Supplied material below:
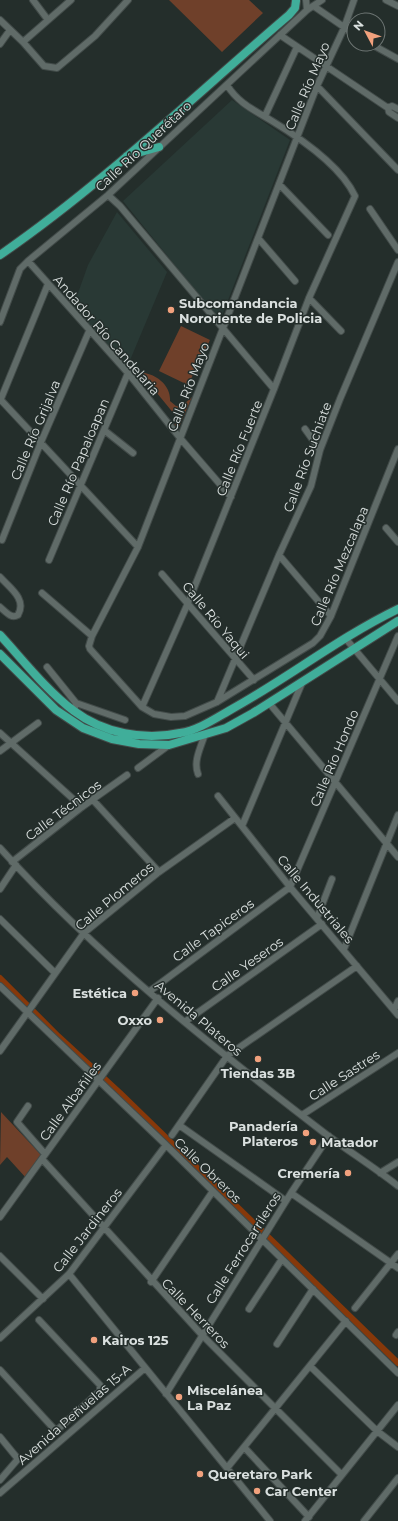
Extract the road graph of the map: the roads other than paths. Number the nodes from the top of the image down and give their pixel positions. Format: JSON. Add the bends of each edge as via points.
{"nodes":[{"id":1,"x":33,"y":0,"type":"edge"},
{"id":2,"x":71,"y":0,"type":"edge"},
{"id":3,"x":128,"y":0,"type":"edge"},
{"id":4,"x":300,"y":0,"type":"edge"},
{"id":5,"x":322,"y":0,"type":"edge"},
{"id":6,"x":354,"y":0,"type":"edge"},
{"id":7,"x":386,"y":0,"type":"edge"},
{"id":8,"x":398,"y":6,"type":"edge"},
{"id":9,"x":315,"y":7,"type":"junction"},
{"id":10,"x":307,"y":10,"type":"junction"},
{"id":11,"x":0,"y":20,"type":"edge"},
{"id":12,"x":48,"y":20,"type":"junction"},
{"id":13,"x":344,"y":28,"type":"junction"},
{"id":14,"x":10,"y":30,"type":"junction"},
{"id":15,"x":280,"y":35,"type":"junction"},
{"id":16,"x":23,"y":42,"type":"junction"},
{"id":17,"x":0,"y":44,"type":"edge"},
{"id":18,"x":298,"y":47,"type":"junction"},
{"id":19,"x":385,"y":52,"type":"edge"},
{"id":20,"x":398,"y":59,"type":"edge"},
{"id":21,"x":325,"y":65,"type":"junction"},
{"id":22,"x":227,"y":85,"type":"junction"},
{"id":23,"x":317,"y":86,"type":"junction"},
{"id":24,"x":388,"y":108,"type":"junction"},
{"id":25,"x":398,"y":109,"type":"edge"},
{"id":26,"x":265,"y":116,"type":"junction"},
{"id":27,"x":398,"y":118,"type":"edge"},
{"id":28,"x":297,"y":136,"type":"junction"},
{"id":29,"x":159,"y":147,"type":"junction"},
{"id":30,"x":127,"y":157,"type":"junction"},
{"id":31,"x":398,"y":170,"type":"edge"},
{"id":32,"x":279,"y":184,"type":"junction"},
{"id":33,"x":108,"y":195,"type":"junction"},
{"id":34,"x":370,"y":209,"type":"dead end"},
{"id":35,"x":328,"y":235,"type":"dead end"},
{"id":36,"x":258,"y":238,"type":"junction"},
{"id":37,"x":398,"y":250,"type":"edge"},
{"id":38,"x":0,"y":255,"type":"edge"},
{"id":39,"x":28,"y":261,"type":"junction"},
{"id":40,"x":398,"y":262,"type":"edge"},
{"id":41,"x":295,"y":281,"type":"dead end"},
{"id":42,"x":48,"y":284,"type":"junction"},
{"id":43,"x":309,"y":298,"type":"junction"},
{"id":44,"x":0,"y":322,"type":"edge"},
{"id":45,"x":90,"y":329,"type":"junction"},
{"id":46,"x":222,"y":329,"type":"junction"},
{"id":47,"x":341,"y":331,"type":"dead end"},
{"id":48,"x":128,"y":373,"type":"junction"},
{"id":49,"x":274,"y":389,"type":"junction"},
{"id":50,"x":0,"y":400,"type":"edge"},
{"id":51,"x":305,"y":429,"type":"dead end"},
{"id":52,"x":104,"y":430,"type":"junction"},
{"id":53,"x":180,"y":438,"type":"junction"},
{"id":54,"x":41,"y":442,"type":"junction"},
{"id":55,"x":398,"y":449,"type":"edge"},
{"id":56,"x":320,"y":450,"type":"junction"},
{"id":57,"x":133,"y":453,"type":"dead end"},
{"id":58,"x":80,"y":486,"type":"junction"},
{"id":59,"x":231,"y":497,"type":"junction"},
{"id":60,"x":386,"y":528,"type":"dead end"},
{"id":61,"x":2,"y":540,"type":"dead end"},
{"id":62,"x":398,"y":542,"type":"edge"},
{"id":63,"x":138,"y":546,"type":"junction"},
{"id":64,"x":279,"y":555,"type":"junction"},
{"id":65,"x":49,"y":560,"type":"dead end"},
{"id":66,"x":162,"y":574,"type":"dead end"},
{"id":67,"x":0,"y":577,"type":"edge"},
{"id":68,"x":42,"y":593,"type":"dead end"},
{"id":69,"x":188,"y":603,"type":"junction"},
{"id":70,"x":0,"y":608,"type":"edge"},
{"id":71,"x":398,"y":609,"type":"edge"},
{"id":72,"x":331,"y":616,"type":"junction"},
{"id":73,"x":398,"y":621,"type":"edge"},
{"id":74,"x":0,"y":634,"type":"edge"},
{"id":75,"x":92,"y":636,"type":"junction"},
{"id":76,"x":398,"y":636,"type":"edge"},
{"id":77,"x":346,"y":639,"type":"junction"},
{"id":78,"x":355,"y":650,"type":"junction"},
{"id":79,"x":0,"y":654,"type":"edge"},
{"id":80,"x":235,"y":660,"type":"junction"},
{"id":81,"x":284,"y":663,"type":"junction"},
{"id":82,"x":47,"y":667,"type":"dead end"},
{"id":83,"x":290,"y":674,"type":"junction"},
{"id":84,"x":379,"y":679,"type":"junction"},
{"id":85,"x":254,"y":680,"type":"junction"},
{"id":86,"x":302,"y":683,"type":"junction"},
{"id":87,"x":398,"y":701,"type":"edge"},
{"id":88,"x":217,"y":702,"type":"junction"},
{"id":89,"x":269,"y":703,"type":"junction"},
{"id":90,"x":75,"y":707,"type":"junction"},
{"id":91,"x":142,"y":707,"type":"junction"},
{"id":92,"x":125,"y":720,"type":"dead end"},
{"id":93,"x":286,"y":722,"type":"junction"},
{"id":94,"x":38,"y":723,"type":"dead end"},
{"id":95,"x":0,"y":733,"type":"edge"},
{"id":96,"x":205,"y":734,"type":"junction"},
{"id":97,"x":11,"y":742,"type":"junction"},
{"id":98,"x":169,"y":745,"type":"junction"},
{"id":99,"x":0,"y":751,"type":"edge"},
{"id":100,"x":138,"y":768,"type":"dead end"},
{"id":101,"x":198,"y":774,"type":"dead end"},
{"id":102,"x":127,"y":775,"type":"dead end"},
{"id":103,"x":336,"y":783,"type":"junction"},
{"id":104,"x":218,"y":796,"type":"dead end"},
{"id":105,"x":92,"y":800,"type":"junction"},
{"id":106,"x":82,"y":807,"type":"junction"},
{"id":107,"x":398,"y":815,"type":"edge"},
{"id":108,"x":234,"y":818,"type":"junction"},
{"id":109,"x":242,"y":826,"type":"junction"},
{"id":110,"x":386,"y":844,"type":"junction"},
{"id":111,"x":0,"y":848,"type":"edge"},
{"id":112,"x":398,"y":857,"type":"edge"},
{"id":113,"x":14,"y":864,"type":"junction"},
{"id":114,"x":159,"y":872,"type":"junction"},
{"id":115,"x":332,"y":879,"type":"dead end"},
{"id":116,"x":290,"y":887,"type":"junction"},
{"id":117,"x":0,"y":889,"type":"edge"},
{"id":118,"x":0,"y":918,"type":"edge"},
{"id":119,"x":317,"y":918,"type":"junction"},
{"id":120,"x":322,"y":924,"type":"junction"},
{"id":121,"x":84,"y":933,"type":"junction"},
{"id":122,"x":344,"y":949,"type":"junction"},
{"id":123,"x":357,"y":966,"type":"junction"},
{"id":124,"x":55,"y":973,"type":"junction"},
{"id":125,"x":0,"y":986,"type":"edge"},
{"id":126,"x":150,"y":991,"type":"junction"},
{"id":127,"x":158,"y":998,"type":"junction"},
{"id":128,"x":398,"y":1001,"type":"edge"},
{"id":129,"x":28,"y":1010,"type":"junction"},
{"id":130,"x":396,"y":1012,"type":"edge"},
{"id":131,"x":186,"y":1021,"type":"junction"},
{"id":132,"x":0,"y":1051,"type":"edge"},
{"id":133,"x":398,"y":1053,"type":"edge"},
{"id":134,"x":227,"y":1056,"type":"junction"},
{"id":135,"x":101,"y":1076,"type":"junction"},
{"id":136,"x":28,"y":1106,"type":"dead end"},
{"id":137,"x":302,"y":1115,"type":"junction"},
{"id":138,"x":179,"y":1125,"type":"junction"},
{"id":139,"x":172,"y":1136,"type":"dead end"},
{"id":140,"x":329,"y":1136,"type":"junction"},
{"id":141,"x":166,"y":1145,"type":"junction"},
{"id":142,"x":44,"y":1157,"type":"junction"},
{"id":143,"x":398,"y":1162,"type":"edge"},
{"id":144,"x":380,"y":1173,"type":"junction"},
{"id":145,"x":398,"y":1186,"type":"edge"},
{"id":146,"x":213,"y":1191,"type":"junction"},
{"id":147,"x":291,"y":1193,"type":"junction"},
{"id":148,"x":286,"y":1201,"type":"junction"},
{"id":149,"x":0,"y":1217,"type":"edge"},
{"id":150,"x":104,"y":1228,"type":"junction"},
{"id":151,"x":264,"y":1238,"type":"junction"},
{"id":152,"x":398,"y":1254,"type":"edge"},
{"id":153,"x":0,"y":1256,"type":"edge"},
{"id":154,"x":282,"y":1258,"type":"junction"},
{"id":155,"x":391,"y":1263,"type":"junction"},
{"id":156,"x":398,"y":1268,"type":"edge"},
{"id":157,"x":69,"y":1274,"type":"junction"},
{"id":158,"x":151,"y":1282,"type":"junction"},
{"id":159,"x":313,"y":1289,"type":"junction"},
{"id":160,"x":43,"y":1298,"type":"junction"},
{"id":161,"x":249,"y":1308,"type":"dead end"},
{"id":162,"x":355,"y":1308,"type":"dead end"},
{"id":163,"x":39,"y":1320,"type":"dead end"},
{"id":164,"x":346,"y":1321,"type":"junction"},
{"id":165,"x":202,"y":1335,"type":"junction"},
{"id":166,"x":0,"y":1338,"type":"edge"},
{"id":167,"x":277,"y":1344,"type":"dead end"},
{"id":168,"x":310,"y":1366,"type":"junction"},
{"id":169,"x":145,"y":1368,"type":"junction"},
{"id":170,"x":0,"y":1370,"type":"edge"},
{"id":171,"x":398,"y":1373,"type":"edge"},
{"id":172,"x":166,"y":1394,"type":"junction"},
{"id":173,"x":398,"y":1404,"type":"edge"},
{"id":174,"x":82,"y":1409,"type":"junction"},
{"id":175,"x":275,"y":1409,"type":"junction"},
{"id":176,"x":76,"y":1414,"type":"junction"},
{"id":177,"x":89,"y":1417,"type":"junction"},
{"id":178,"x":84,"y":1422,"type":"junction"},
{"id":179,"x":377,"y":1431,"type":"junction"},
{"id":180,"x":0,"y":1437,"type":"edge"},
{"id":181,"x":244,"y":1447,"type":"junction"},
{"id":182,"x":398,"y":1447,"type":"edge"},
{"id":183,"x":227,"y":1468,"type":"junction"},
{"id":184,"x":5,"y":1475,"type":"junction"},
{"id":185,"x":342,"y":1475,"type":"junction"},
{"id":186,"x":398,"y":1478,"type":"edge"},
{"id":187,"x":0,"y":1480,"type":"edge"},
{"id":188,"x":10,"y":1484,"type":"junction"},
{"id":189,"x":0,"y":1493,"type":"edge"},
{"id":190,"x":307,"y":1519,"type":"edge"},
{"id":191,"x":270,"y":1521,"type":"edge"},
{"id":192,"x":364,"y":1521,"type":"edge"}],
"edges":[{"from":1,"to":12,"type":"street"},
{"from":2,"to":12,"type":"street"},
{"from":3,"to":16,"type":"street","via":[[95,36],[57,68],[44,66]]},
{"from":4,"to":10,"type":"street"},
{"from":4,"to":30,"type":"main road","name":"Calle Río Querétaro","via":[[289,15]]},
{"from":5,"to":9,"type":"street","name":"Calle Río Querétaro"},
{"from":6,"to":13,"type":"street","name":"Calle Río Mayo"},
{"from":7,"to":8,"type":"street"},
{"from":9,"to":10,"type":"street","name":"Calle Río Querétaro"},
{"from":9,"to":13,"type":"street"},
{"from":10,"to":15,"type":"street","name":"Calle Río Querétaro"},
{"from":11,"to":14,"type":"street"},
{"from":12,"to":16,"type":"street"},
{"from":13,"to":21,"type":"street","name":"Calle Río Mayo"},
{"from":14,"to":16,"type":"street"},
{"from":14,"to":17,"type":"street"},
{"from":15,"to":18,"type":"street"},
{"from":15,"to":22,"type":"street","name":"Calle Río Querétaro"},
{"from":18,"to":21,"type":"street"},
{"from":18,"to":26,"type":"street"},
{"from":19,"to":20,"type":"street"},
{"from":21,"to":23,"type":"street","name":"Calle Río Mayo"},
{"from":21,"to":24,"type":"street"},
{"from":22,"to":26,"type":"street","via":[[235,97]]},
{"from":22,"to":29,"type":"street","name":"Calle Río Querétaro"},
{"from":23,"to":28,"type":"street","name":"Calle Río Mayo"},
{"from":23,"to":31,"type":"street"},
{"from":24,"to":25,"type":"street","via":[[392,106]]},
{"from":24,"to":27,"type":"street","via":[[389,112]]},
{"from":26,"to":28,"type":"street"},
{"from":28,"to":32,"type":"street","name":"Calle Río Mayo"},
{"from":28,"to":43,"type":"street","name":"Calle Río Fuerte","via":[[328,163],[355,196]]},
{"from":29,"to":30,"type":"main road"},
{"from":29,"to":33,"type":"street","name":"Calle Río Querétaro"},
{"from":30,"to":38,"type":"main road","name":"Calle Río Querétaro","via":[[48,221]]},
{"from":32,"to":35,"type":"street"},
{"from":32,"to":36,"type":"street","name":"Calle Río Mayo"},
{"from":33,"to":39,"type":"street","name":"Calle Río Querétaro"},
{"from":33,"to":46,"type":"street","via":[[120,206]]},
{"from":34,"to":37,"type":"street"},
{"from":36,"to":41,"type":"street"},
{"from":36,"to":46,"type":"street","name":"Calle Río Mayo"},
{"from":39,"to":42,"type":"street","name":"Andador Río Candelaria"},
{"from":39,"to":44,"type":"street","name":"Calle Río Querétaro","via":[[20,269]]},
{"from":40,"to":56,"type":"street","name":"Calle Río Suchiate"},
{"from":42,"to":45,"type":"street","name":"Andador Río Candelaria"},
{"from":42,"to":50,"type":"street"},
{"from":43,"to":47,"type":"street"},
{"from":43,"to":49,"type":"street","name":"Calle Río Fuerte"},
{"from":45,"to":48,"type":"street","name":"Andador Río Candelaria"},
{"from":45,"to":54,"type":"street","name":"Calle Río Grijalva"},
{"from":46,"to":49,"type":"street"},
{"from":46,"to":53,"type":"street","name":"Calle Río Mayo"},
{"from":48,"to":52,"type":"street","name":"Calle Río Papaloapan"},
{"from":48,"to":53,"type":"street","name":"Andador Río Candelaria"},
{"from":49,"to":59,"type":"street","name":"Calle Río Fuerte"},
{"from":50,"to":54,"type":"street"},
{"from":51,"to":56,"type":"street"},
{"from":52,"to":57,"type":"street"},
{"from":52,"to":58,"type":"street","name":"Calle Río Papaloapan"},
{"from":53,"to":59,"type":"street","name":"Andador Río Candelaria"},
{"from":53,"to":63,"type":"street","name":"Calle Río Mayo"},
{"from":54,"to":58,"type":"street"},
{"from":54,"to":61,"type":"street","name":"Calle Río Grijalva"},
{"from":55,"to":72,"type":"street","name":"Calle Río Mezcalapa"},
{"from":56,"to":64,"type":"street","name":"Calle Río Suchiate","via":[[311,486]]},
{"from":58,"to":63,"type":"street"},
{"from":58,"to":65,"type":"street","name":"Calle Río Papaloapan"},
{"from":59,"to":69,"type":"street","name":"Calle Río Fuerte"},
{"from":60,"to":62,"type":"street"},
{"from":63,"to":75,"type":"street","name":"Calle Río Mayo"},
{"from":64,"to":72,"type":"street"},
{"from":64,"to":80,"type":"street","name":"Calle Río Suchiate"},
{"from":66,"to":69,"type":"street","name":"Calle Río Yaqui"},
{"from":67,"to":70,"type":"street","via":[[22,604],[14,617]]},
{"from":68,"to":75,"type":"street"},
{"from":69,"to":80,"type":"street","name":"Calle Río Yaqui"},
{"from":69,"to":91,"type":"street","name":"Calle Río Fuerte"},
{"from":71,"to":77,"type":"main road"},
{"from":72,"to":81,"type":"street","name":"Calle Río Mezcalapa","via":[[320,636]]},
{"from":73,"to":78,"type":"main road"},
{"from":74,"to":90,"type":"main road","via":[[45,684]]},
{"from":75,"to":91,"type":"street","name":"Calle Río Mayo","via":[[89,646]]},
{"from":76,"to":84,"type":"street","name":"Calle Río Hondo"},
{"from":77,"to":78,"type":"street"},
{"from":77,"to":83,"type":"main road"},
{"from":78,"to":84,"type":"street"},
{"from":78,"to":86,"type":"main road"},
{"from":79,"to":98,"type":"main road","via":[[56,710],[83,728],[112,739],[140,744]]},
{"from":80,"to":85,"type":"street","name":"Calle Río Yaqui"},
{"from":80,"to":88,"type":"street","name":"Calle Río Suchiate"},
{"from":81,"to":83,"type":"street"},
{"from":81,"to":85,"type":"street","name":"Calle Río Mezcalapa"},
{"from":82,"to":90,"type":"street"},
{"from":83,"to":90,"type":"main road","via":[[202,725],[181,733],[155,736],[120,733],[102,727]]},
{"from":84,"to":87,"type":"street"},
{"from":84,"to":103,"type":"street","name":"Calle Río Hondo"},
{"from":85,"to":88,"type":"street","name":"Calle Río Mezcalapa"},
{"from":86,"to":89,"type":"main road"},
{"from":86,"to":93,"type":"street"},
{"from":88,"to":91,"type":"street","name":"Calle Río Mezcalapa","via":[[185,716],[171,717],[154,714]]},
{"from":89,"to":93,"type":"street"},
{"from":89,"to":96,"type":"main road","via":[[226,728]]},
{"from":90,"to":92,"type":"street"},
{"from":93,"to":103,"type":"street"},
{"from":93,"to":109,"type":"street"},
{"from":94,"to":97,"type":"street"},
{"from":95,"to":97,"type":"street"},
{"from":96,"to":98,"type":"main road"},
{"from":96,"to":101,"type":"street","via":[[197,757]]},
{"from":97,"to":99,"type":"street"},
{"from":97,"to":106,"type":"street"},
{"from":98,"to":100,"type":"street"},
{"from":102,"to":105,"type":"street","name":"Calle Técnicos"},
{"from":103,"to":110,"type":"street"},
{"from":103,"to":116,"type":"street","name":"Calle Río Hondo"},
{"from":104,"to":108,"type":"street","name":"Calle Industriales"},
{"from":105,"to":106,"type":"street","name":"Calle Técnicos"},
{"from":105,"to":114,"type":"street"},
{"from":106,"to":113,"type":"street","name":"Calle Técnicos"},
{"from":107,"to":110,"type":"street"},
{"from":108,"to":109,"type":"street","name":"Calle Industriales"},
{"from":108,"to":114,"type":"street","name":"Calle Plomeros"},
{"from":109,"to":116,"type":"street","name":"Calle Industriales"},
{"from":110,"to":112,"type":"street"},
{"from":110,"to":122,"type":"street"},
{"from":111,"to":113,"type":"street","name":"Avenida Plateros"},
{"from":113,"to":117,"type":"street","name":"Calle Técnicos"},
{"from":113,"to":121,"type":"street","name":"Avenida Plateros"},
{"from":114,"to":121,"type":"street","name":"Calle Plomeros"},
{"from":115,"to":119,"type":"street"},
{"from":116,"to":119,"type":"street","name":"Calle Industriales"},
{"from":116,"to":126,"type":"street","name":"Calle Tapiceros"},
{"from":118,"to":124,"type":"street"},
{"from":119,"to":120,"type":"street","name":"Calle Industriales"},
{"from":120,"to":122,"type":"street","name":"Calle Industriales"},
{"from":120,"to":131,"type":"street","name":"Calle Yeseros"},
{"from":121,"to":124,"type":"street","name":"Calle Plomeros"},
{"from":121,"to":126,"type":"street","name":"Avenida Plateros"},
{"from":122,"to":123,"type":"street","name":"Calle Industriales"},
{"from":123,"to":130,"type":"street","name":"Calle Industriales"},
{"from":123,"to":134,"type":"street"},
{"from":124,"to":129,"type":"street","name":"Calle Plomeros"},
{"from":125,"to":129,"type":"street","name":"Calle Obreros"},
{"from":126,"to":127,"type":"street","name":"Avenida Plateros"},
{"from":127,"to":131,"type":"street","name":"Avenida Plateros"},
{"from":127,"to":135,"type":"street","name":"Calle Albañiles"},
{"from":128,"to":130,"type":"street"},
{"from":129,"to":132,"type":"street","name":"Calle Plomeros"},
{"from":129,"to":135,"type":"street","name":"Calle Obreros"},
{"from":131,"to":134,"type":"street","name":"Avenida Plateros"},
{"from":133,"to":137,"type":"street","name":"Calle Sastres"},
{"from":134,"to":137,"type":"street","name":"Avenida Plateros"},
{"from":134,"to":138,"type":"street"},
{"from":135,"to":141,"type":"street","name":"Calle Obreros"},
{"from":135,"to":142,"type":"street","name":"Calle Albañiles"},
{"from":136,"to":142,"type":"street","name":"Calle Herreros","via":[[17,1122]]},
{"from":137,"to":140,"type":"street","name":"Avenida Plateros"},
{"from":138,"to":139,"type":"street"},
{"from":138,"to":148,"type":"street"},
{"from":140,"to":144,"type":"street","name":"Avenida Plateros"},
{"from":140,"to":147,"type":"street","name":"Calle Ferrocarrileros"},
{"from":141,"to":146,"type":"street","name":"Calle Obreros"},
{"from":141,"to":150,"type":"street","name":"Calle Jardineros"},
{"from":142,"to":149,"type":"street","name":"Calle Albañiles"},
{"from":142,"to":150,"type":"street","name":"Calle Herreros"},
{"from":143,"to":144,"type":"street"},
{"from":144,"to":145,"type":"street","name":"Avenida Plateros"},
{"from":146,"to":151,"type":"street","name":"Calle Obreros"},
{"from":146,"to":158,"type":"street"},
{"from":147,"to":148,"type":"street","name":"Calle Ferrocarrileros"},
{"from":147,"to":155,"type":"street"},
{"from":148,"to":151,"type":"street","name":"Calle Ferrocarrileros"},
{"from":150,"to":157,"type":"street","name":"Calle Jardineros"},
{"from":150,"to":158,"type":"street","name":"Calle Herreros"},
{"from":151,"to":154,"type":"street","name":"Calle Obreros"},
{"from":151,"to":165,"type":"street","name":"Calle Ferrocarrileros"},
{"from":152,"to":155,"type":"street"},
{"from":153,"to":160,"type":"street"},
{"from":154,"to":159,"type":"street","name":"Calle Obreros"},
{"from":154,"to":161,"type":"street"},
{"from":155,"to":156,"type":"street"},
{"from":155,"to":162,"type":"street"},
{"from":157,"to":160,"type":"street","name":"Calle Jardineros"},
{"from":157,"to":169,"type":"street"},
{"from":158,"to":165,"type":"street","name":"Calle Herreros"},
{"from":159,"to":164,"type":"street","name":"Calle Obreros"},
{"from":159,"to":167,"type":"street"},
{"from":160,"to":166,"type":"street","name":"Calle Jardineros"},
{"from":163,"to":174,"type":"street","via":[[100,1385],[100,1391]]},
{"from":164,"to":168,"type":"street"},
{"from":164,"to":171,"type":"street","name":"Calle Obreros"},
{"from":165,"to":172,"type":"street","name":"Calle Ferrocarrileros"},
{"from":165,"to":175,"type":"street","name":"Calle Herreros"},
{"from":168,"to":175,"type":"street"},
{"from":168,"to":179,"type":"street"},
{"from":169,"to":172,"type":"street"},
{"from":169,"to":177,"type":"street","name":"Avenida Peñuelas 15-A"},
{"from":170,"to":176,"type":"street","via":[[56,1431]]},
{"from":172,"to":183,"type":"street"},
{"from":173,"to":179,"type":"street"},
{"from":174,"to":176,"type":"street"},
{"from":174,"to":177,"type":"street"},
{"from":175,"to":181,"type":"street"},
{"from":175,"to":185,"type":"street","name":"Calle Herreros"},
{"from":176,"to":178,"type":"street"},
{"from":177,"to":178,"type":"street","name":"Avenida Peñuelas 15-A"},
{"from":178,"to":188,"type":"street","name":"Avenida Peñuelas 15-A"},
{"from":179,"to":182,"type":"street"},
{"from":179,"to":185,"type":"street"},
{"from":180,"to":184,"type":"street","via":[[18,1459]]},
{"from":181,"to":183,"type":"street"},
{"from":181,"to":190,"type":"street"},
{"from":183,"to":191,"type":"street"},
{"from":184,"to":187,"type":"street"},
{"from":184,"to":188,"type":"street"},
{"from":185,"to":190,"type":"street"},
{"from":186,"to":192,"type":"street"},
{"from":187,"to":188,"type":"street"},
{"from":188,"to":189,"type":"street","name":"Avenida Peñuelas 15-A"}]}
End of Supplied material.
• Work instruction
Provide the count of lines in the data above that include the word "nodes", with no added text.

• Result
2